Say you're choosing between a £40 trend jacket - the colour of the season, thin fabric, fused construction - and a £160 well-made staple in a timeless cut. It feels like a four-times price gap. Now project the wears:

Item Price Likely wears Cost per wear
Trend jacket £40 12 £3.33
Well-made staple £160 250 £0.64

The "expensive" jacket costs about a fifth as much per wear. The trend piece looks cheap and behaves expensive: it dates fast, wears out faster, and you replace it. This is why "expensive" is a slippery word. A high price attached to something you'll wear for a decade is often the frugal choice, and a low price on something you'll wear twice is not a saving at all.

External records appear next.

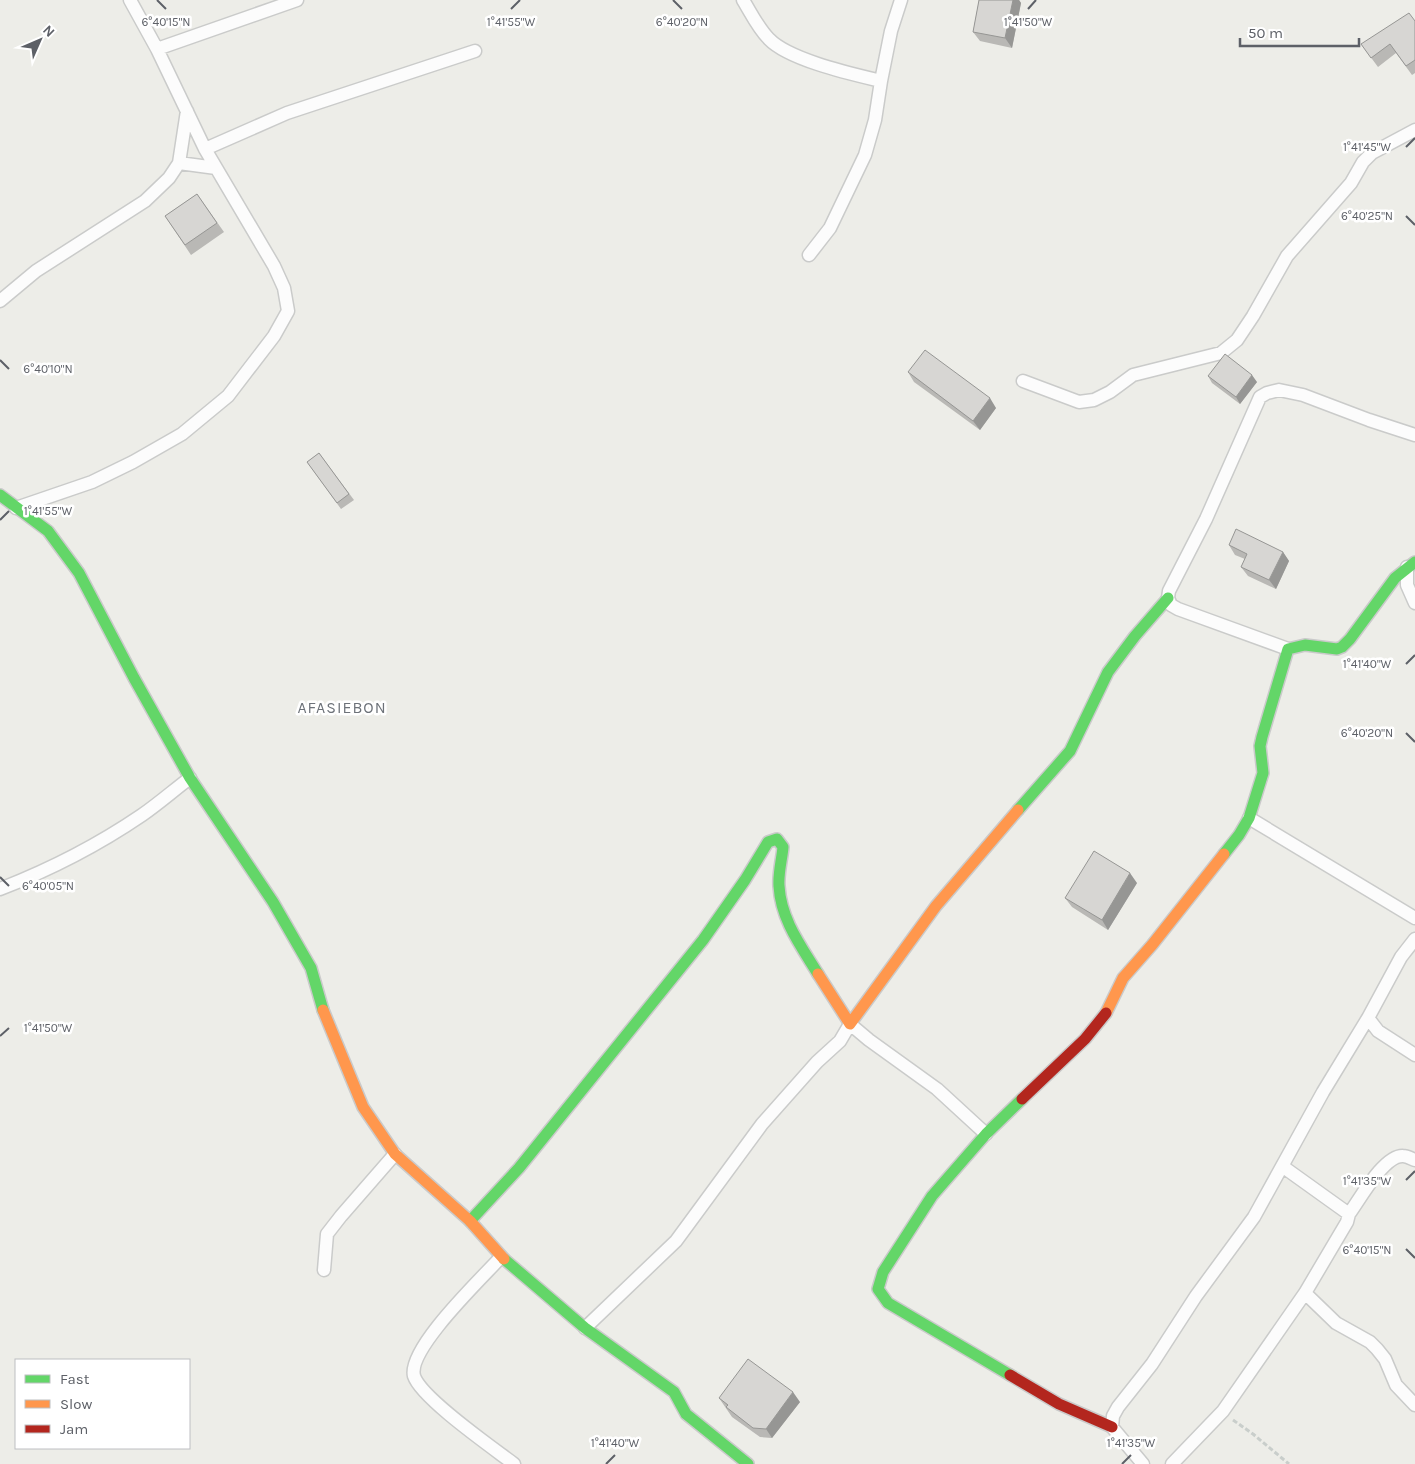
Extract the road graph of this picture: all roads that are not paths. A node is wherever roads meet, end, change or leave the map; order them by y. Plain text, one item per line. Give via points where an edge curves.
1 (130, 0) edge
2 (297, 0) edge
3 (743, 0) edge
4 (901, 0) edge
5 (157, 49) junction
6 (475, 51) dead end
7 (881, 81) junction
8 (187, 110) junction
9 (1415, 131) edge
10 (205, 149) junction
11 (179, 163) junction
12 (216, 168) junction
13 (809, 255) dead end
14 (0, 301) edge
15 (1023, 381) dead end
16 (1415, 435) edge
17 (0, 495) edge
18 (16, 508) junction
19 (1411, 564) edge
20 (1168, 598) junction
21 (1415, 603) edge
22 (1288, 649) junction
23 (190, 778) junction
24 (1249, 818) junction
25 (0, 889) edge
26 (1415, 918) edge
27 (1415, 940) edge
28 (1368, 1018) junction
29 (850, 1024) junction
30 (1415, 1055) edge
31 (986, 1134) junction
32 (395, 1154) junction
33 (1415, 1160) edge
34 (1282, 1166) junction
35 (1349, 1214) junction
36 (470, 1221) junction
37 (501, 1257) junction
38 (324, 1270) dead end
39 (1305, 1294) junction
40 (585, 1328) junction
41 (1415, 1405) edge
42 (1112, 1427) junction
43 (514, 1464) edge
44 (748, 1464) edge
45 (1143, 1464) edge
46 (1172, 1464) edge

1 - 5 street
2 - 5 street
3 - 7 street via 770,40 784,50 825,66
4 - 7 street
5 - 8 street
6 - 10 street via 287,113
7 - 13 street via 865,155 830,228
8 - 10 street
8 - 11 street
9 - 15 street via 1372,153 1363,162 1351,183 1287,256 1237,340 1221,353 1133,375 1094,400 1079,402
10 - 12 street
11 - 12 street
11 - 14 street via 169,178 145,201 36,271
12 - 18 street via 284,288 288,311 274,336 228,396 182,434 92,482
16 - 20 street via 1303,395 1279,390 1267,393 1260,398
17 - 18 street
18 - 23 street via 48,531 79,573
19 - 21 street via 1407,585
19 - 22 street via 1395,578 1342,648 1301,644
20 - 22 street via 1178,609
20 - 29 street via 1108,672 1070,751 936,906
22 - 24 street via 1262,737 1263,773
23 - 25 street via 142,815 85,849 38,874
23 - 32 street via 273,902 311,968 325,1017 363,1107
24 - 26 street
24 - 31 street via 1210,874 1123,978 1106,1013 1090,1033
27 - 28 street via 1401,957
28 - 30 street via 1378,1031
28 - 34 street
29 - 31 street via 937,1089
29 - 36 street via 791,931 779,885 783,847 777,839 772,840 703,940 519,1168
29 - 40 street via 840,1041 762,1124 676,1241
31 - 42 street via 932,1196 882,1272 878,1289 888,1303 1059,1404
32 - 36 street
32 - 38 street via 327,1234
33 - 35 street via 1403,1156 1385,1165
34 - 35 street
34 - 42 street via 1254,1217 1196,1296 1152,1364 1118,1407
35 - 39 street
36 - 37 street
37 - 40 street
37 - 43 street via 438,1327 417,1356 414,1374 420,1388 437,1404
39 - 41 street via 1336,1323 1377,1349 1396,1385
39 - 46 street via 1223,1411
40 - 44 street via 674,1392 686,1414
42 - 45 street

How it reframes your closet

Cost-per-wear rewards versatility and longevity - exactly the two things a capsule wardrobe is built to maximise. A neutral, well-cut piece that goes with everything gets worn constantly, so its per-wear cost collapses toward pennies. A loud, one-note piece that only works with one outfit stays high no matter how cheap it was, because the denominator never grows.

It also changes how you feel about spending more. Paying up for a garment isn't extravagance if the wear count justifies it. The single most expensive things in most wardrobes are the cheap items worn once - the denominators that never moved.

Where the math breaks

Cost-per-wear is a tool, not a law, and it has honest limits. Occasion wear breaks it: a wedding outfit or a formal coat you genuinely need but wear twice a year will always show a high per-wear cost, and that's fine - some clothes earn their keep by being right for a rare moment, not by racking up wears. Don't torture the formula into telling you to skip the outfit you actually need.

It also can't predict the future. You're estimating wears, and it's easy to flatter yourself that you'll wear something "all the time." Be honest about your real routine, not your aspirational one. And a low projected cost-per-wear only holds if the garment survives - which brings in the other half of the equation.

Pair it with quality and care

Cost-per-wear only works if the wears actually happen, and that depends on the piece lasting. A garment that falls apart caps its own wear count. So the math has a partner: buy things built to endure. Learning how to tell if clothing is well made is how you keep the denominator growing. The same logic drives the biggest single purchases in a wardrobe - it's exactly why it pays to know how to buy a winter coat that lasts a decade rather than one you replace every couple of winters.

The bottom line: divide the price by the number of times you'll realistically wear something, and "expensive" stops meaning "high sticker price." Versatile, well-made pieces you wear for years cost pennies per wear; cheap things worn twice are the real luxury spend. Use the math everywhere except genuine occasion wear - and only trust it on garments built to last.